For the records that follow, give the number of lines containing the word "Kreuz", with no added text.
BEGIN Given records
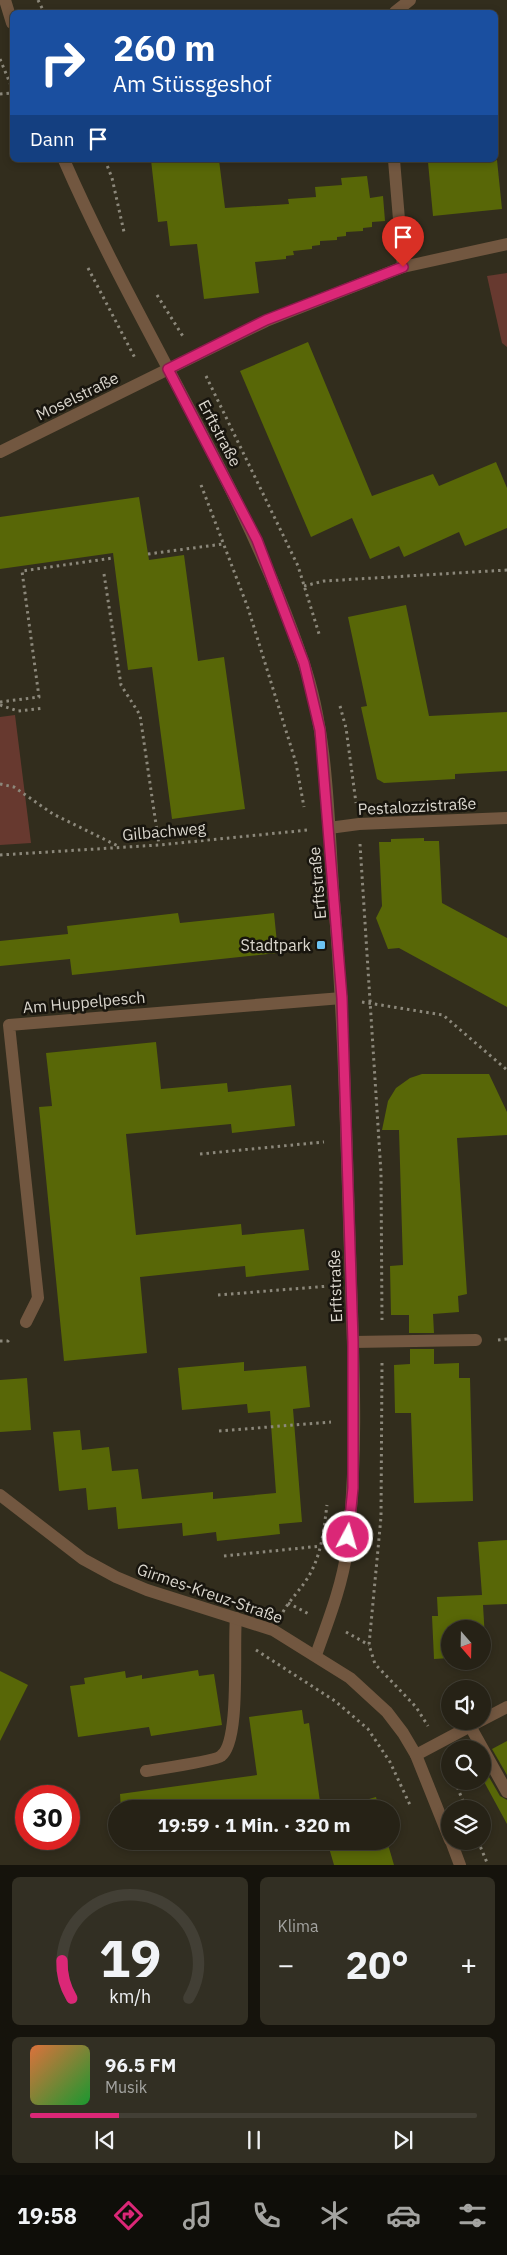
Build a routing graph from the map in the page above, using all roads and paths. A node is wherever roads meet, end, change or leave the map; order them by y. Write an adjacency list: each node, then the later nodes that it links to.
1 (5, 0): 4 (street)
2 (410, 0): 3 (street)
3 (397, 10)
4 (10, 16)
5 (0, 59): 6 (path)
6 (10, 83)
7 (65, 162): 12 (street, Erftstraße)
8 (394, 162): 11 (street)
9 (507, 244): 11 (street, Moselstraße)
10 (85, 262): 13 (path)
11 (403, 267): 12 (street, Moselstraße)
12 (168, 369): 13 (street, Moselstraße); 21 (street, Erftstraße)
13 (146, 380): 14 (street, Moselstraße)
14 (0, 452)
15 (199, 479): 16 (path)
16 (223, 544): 17 (path); 22 (path)
17 (148, 554)
18 (113, 558): 23 (path)
19 (507, 570): 21 (path)
20 (104, 574): 33 (path)
21 (280, 595): 22 (path); 30 (street, Erftstraße)
22 (248, 608): 26 (path)
23 (0, 704): 24 (path)
24 (44, 708)
25 (0, 784): 34 (path)
26 (306, 815)
27 (507, 818): 29 (street, Pestalozzistraße)
28 (307, 822): 31 (path)
29 (359, 824): 30 (street, Pestalozzistraße); 37 (path)
30 (329, 828): 31 (path, Gilbachweg); 36 (street, Erftstraße)
31 (309, 830): 32 (path); 33 (path, Gilbachweg)
32 (310, 840)
33 (159, 845): 34 (path, Gilbachweg)
34 (121, 847): 35 (path, Gilbachweg)
35 (0, 855)
36 (342, 998): 37 (path); 47 (street, Am Huppelpesch); 50 (street, Erftstraße)
37 (369, 1003): 38 (path); 49 (path)
38 (507, 1070)
39 (324, 1132): 40 (path)
40 (324, 1142): 41 (path); 42 (path)
41 (325, 1152)
42 (200, 1154)
43 (329, 1277): 44 (path)
44 (329, 1286): 45 (path, Erftstraße); 46 (path)
45 (218, 1295)
46 (330, 1295)
47 (26, 1322)
48 (476, 1340): 49 (street)
49 (382, 1341): 50 (street); 66 (path)
50 (353, 1342): 61 (street, Erftstraße)
51 (332, 1413): 52 (path)
52 (331, 1422): 53 (path); 54 (path)
53 (219, 1431)
54 (331, 1432)
55 (0, 1495): 59 (street, Girmes-Kreuz-Straße)
56 (328, 1500): 57 (path)
57 (321, 1546): 58 (path); 60 (path)
58 (224, 1556)
59 (236, 1618): 60 (street, Girmes-Kreuz-Straße); 69 (street)
60 (273, 1630): 61 (street, Girmes-Kreuz-Straße); 71 (path)
61 (316, 1655): 68 (street, Girmes-Kreuz-Straße)
62 (507, 1707): 63 (street)
63 (491, 1715)
64 (463, 1730): 66 (street)
65 (481, 1730): 70 (street)
66 (438, 1744): 67 (path); 68 (street)
67 (441, 1750)
68 (416, 1755): 72 (street, Girmes-Kreuz-Straße)
69 (146, 1771)
70 (507, 1792)
71 (413, 1811)
72 (441, 1818)
73 (454, 1850): 75 (street, Girmes-Kreuz-Straße)
74 (482, 1850): 76 (path)
75 (460, 1865)
76 (488, 1865)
END Given records
→ **Written response**:
6